When the news was released about Benoit's death, most mainstream news outlets covered the story, including MSNBC and Fox News Channel. Benoit made the cover of People magazine. ECW Press (which has no affiliation with Extreme Championship Wrestling, a promotion for which Benoit once worked) announced on July 16 that noted wrestling writer Irvin Muchnick had written a book on the Benoit case, due out in 2008. At the Comedy Central Roast of Flavor Flav in August 2007, Jimmy Kimmel joked to honoree Flavor Flav that "Chris Benoit is a better father than Flavor Flav", which drew a shocked, appalled response, and laughs from the crowd. The show aired less than two months after the incident, but no reference was made to the taping date of the episode in question.
With Benoit and his death allegedly linked to steroid abuse, WWE went under investigation by the United States House Committee on Oversight and Government Reform regarding their talent wellness policy. Congress did not take action against either the WWE or any other professional wrestling company in the wake of the event.
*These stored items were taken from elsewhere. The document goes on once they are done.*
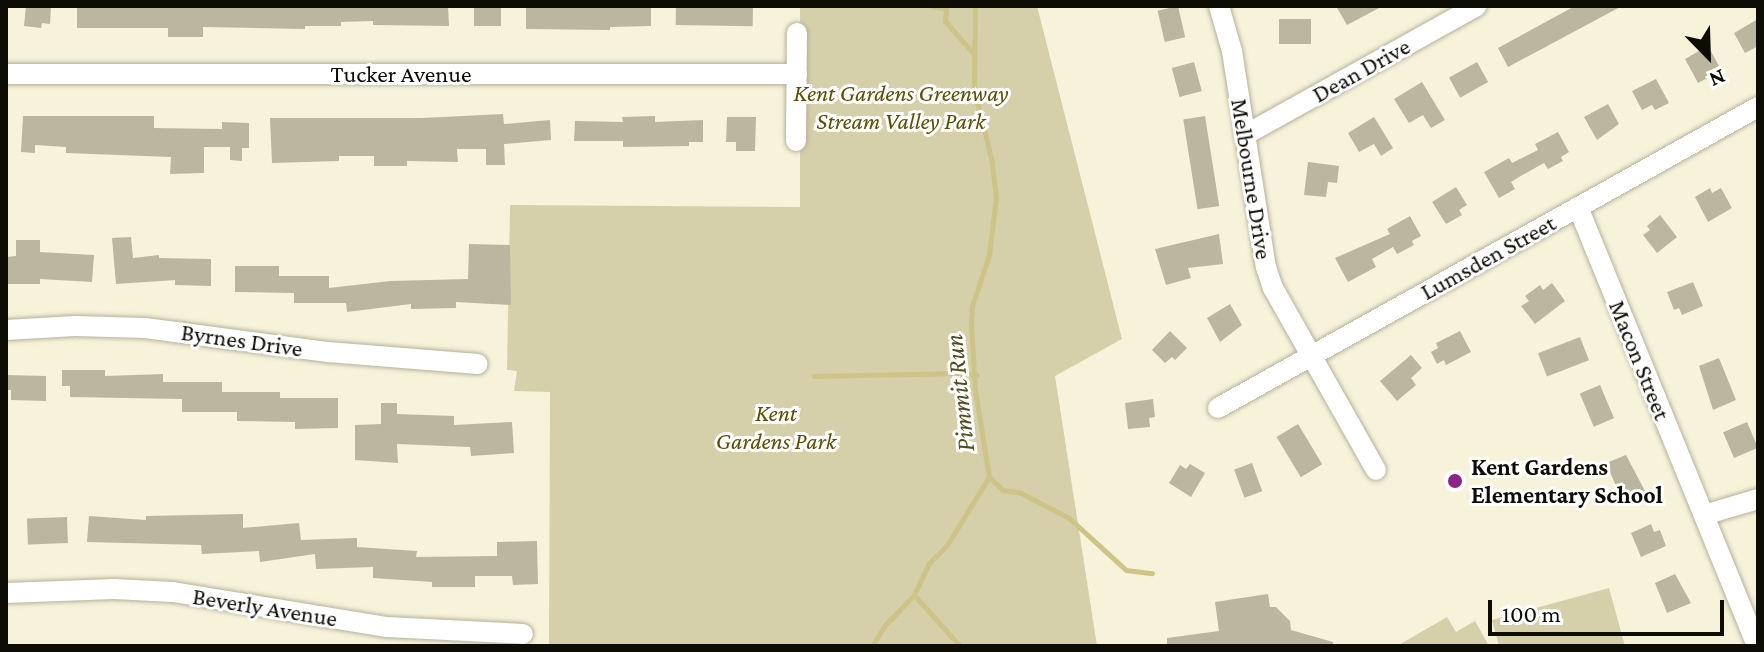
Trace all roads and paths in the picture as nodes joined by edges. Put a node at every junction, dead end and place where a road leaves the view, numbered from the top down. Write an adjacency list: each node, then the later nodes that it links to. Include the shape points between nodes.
1 (1219, 6): 7 (street, Melbourne Drive)
2 (1477, 6): 7 (street, Dean Drive)
3 (797, 33): 5 (street)
4 (6, 74): 5 (street, Tucker Avenue)
5 (797, 74): 8 (street)
6 (1758, 107): 9 (street, Lumsden Street)
7 (1245, 135): 11 (street, Melbourne Drive, via 1266,267)
8 (796, 141)
9 (1578, 207): 11 (street, Lumsden Street); 16 (street, Macon Street)
10 (6, 330): 12 (street, Byrnes Drive, via 145,328 328,352)
11 (1311, 356): 13 (street, Lumsden Street); 14 (street, Melbourne Drive)
12 (478, 364)
13 (1218, 408)
14 (1376, 470)
15 (1758, 499): 16 (street)
16 (1704, 515): 19 (street, Macon Street)
17 (6, 593): 18 (street, Beverly Avenue, via 173,592 387,627)
18 (523, 634)
19 (1757, 646)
In January 2009, Henry Waxman, outgoing chairman of the House Committee on Oversight and Government Reform, requested that the Office of National Drug Control Policy chief, John P. Walters, "examine steroid use in professional wrestling and take appropriate steps to address this problem." In the letter, Waxman stated "In the first year of WWE's testing program, which began in March 2006, 40% of wrestlers tested positive for steroids and other drugs, even after being warned in advance that they were going to be tested." He also wrote about how wrestlers who test positive for performance enhancers receive light punishment and afterwards can often participate in wrestling events. The committee investigation also uncovered how easily wrestlers can secure "therapeutic use exemptions" (TUEs, permission to take banned substances for medical reasons) so they can continue performing while using steroids. When Waxman's staff interviewed Dr. Tracy Ray, a physician contracted by WWE, Ray claimed there was "shadiness in almost every [TUE] case that I've reviewed."
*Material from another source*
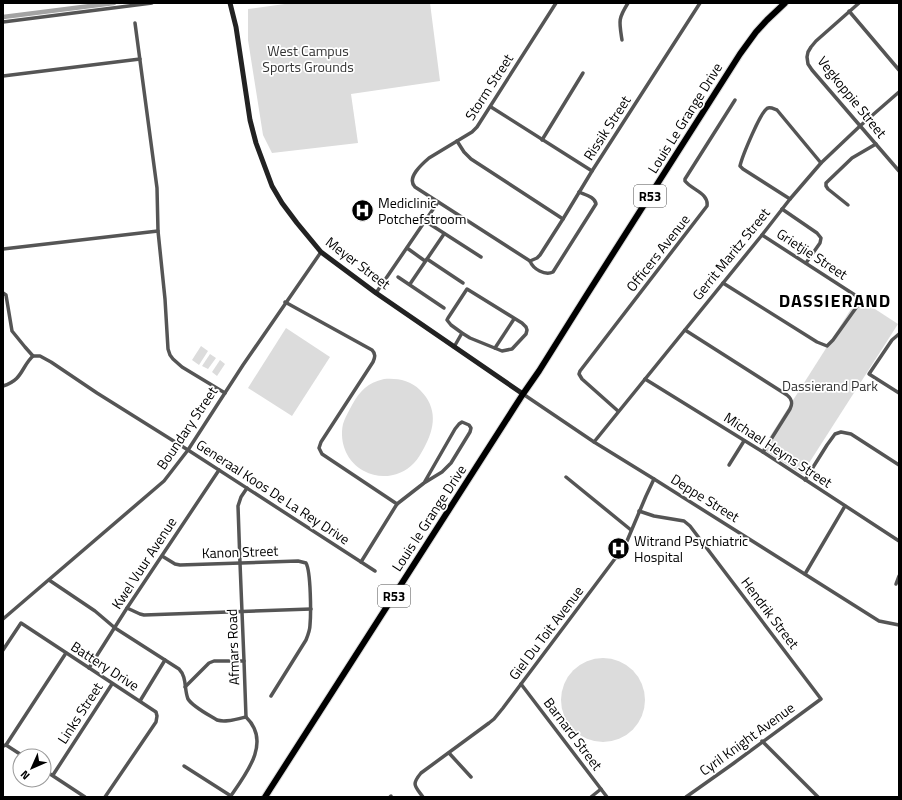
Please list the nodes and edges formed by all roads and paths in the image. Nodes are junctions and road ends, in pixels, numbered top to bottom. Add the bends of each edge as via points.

Chronic traumatic encephalopathy reportsEdit
At the time of the incident, research into chronic traumatic encephalopathy (CTE), led by forensic neuropathlogist Bennet Omalu, in former players of gridiron football was a fast-growing issue in the sport that had been at the forefront following Dr. Omalu's 2002 report on Pro Football Hall of Fame member Mike Webster done after his death. Subsequent postmortem analyses of the brains of recently deceased NFL players agreed with the report on Webster's death, as each player showed the kind of brain damage previously seen in people with Alzheimer's disease or dementia, as well as in some retired boxers. Michael Benoit agreed to have his son's brain analysed by the same neurosurgeons. On September 5, 2007, Julian Bailes, the chief of neurosurgery at West Virginia University, conducted a news conference in New York City to announce the results of Benoit's postmortem brain examination.
"When the (Sports Legacy Institute) approached Michael Benoit about testing Chris’ brain as part of the Sports Legacy Project, our goal was to determine if there was evidence of CTE caused by repeated trauma to the head sustained during Chris Benoit’s career. We have now confirmed multiple concussions are part of his medical history, along with clinical symptoms associated with CTE. Because my SLI colleagues and I have found evidence of CTE in the brains of four former professional football players, we felt an examination of Chris Benoit’s brain may bring awareness to CTE’s existence outside of boxers and football players. The findings of CTE in Chris Benoit suggest that there may be a common syndrome among athletes who suffer multiple head injuries in contact sports."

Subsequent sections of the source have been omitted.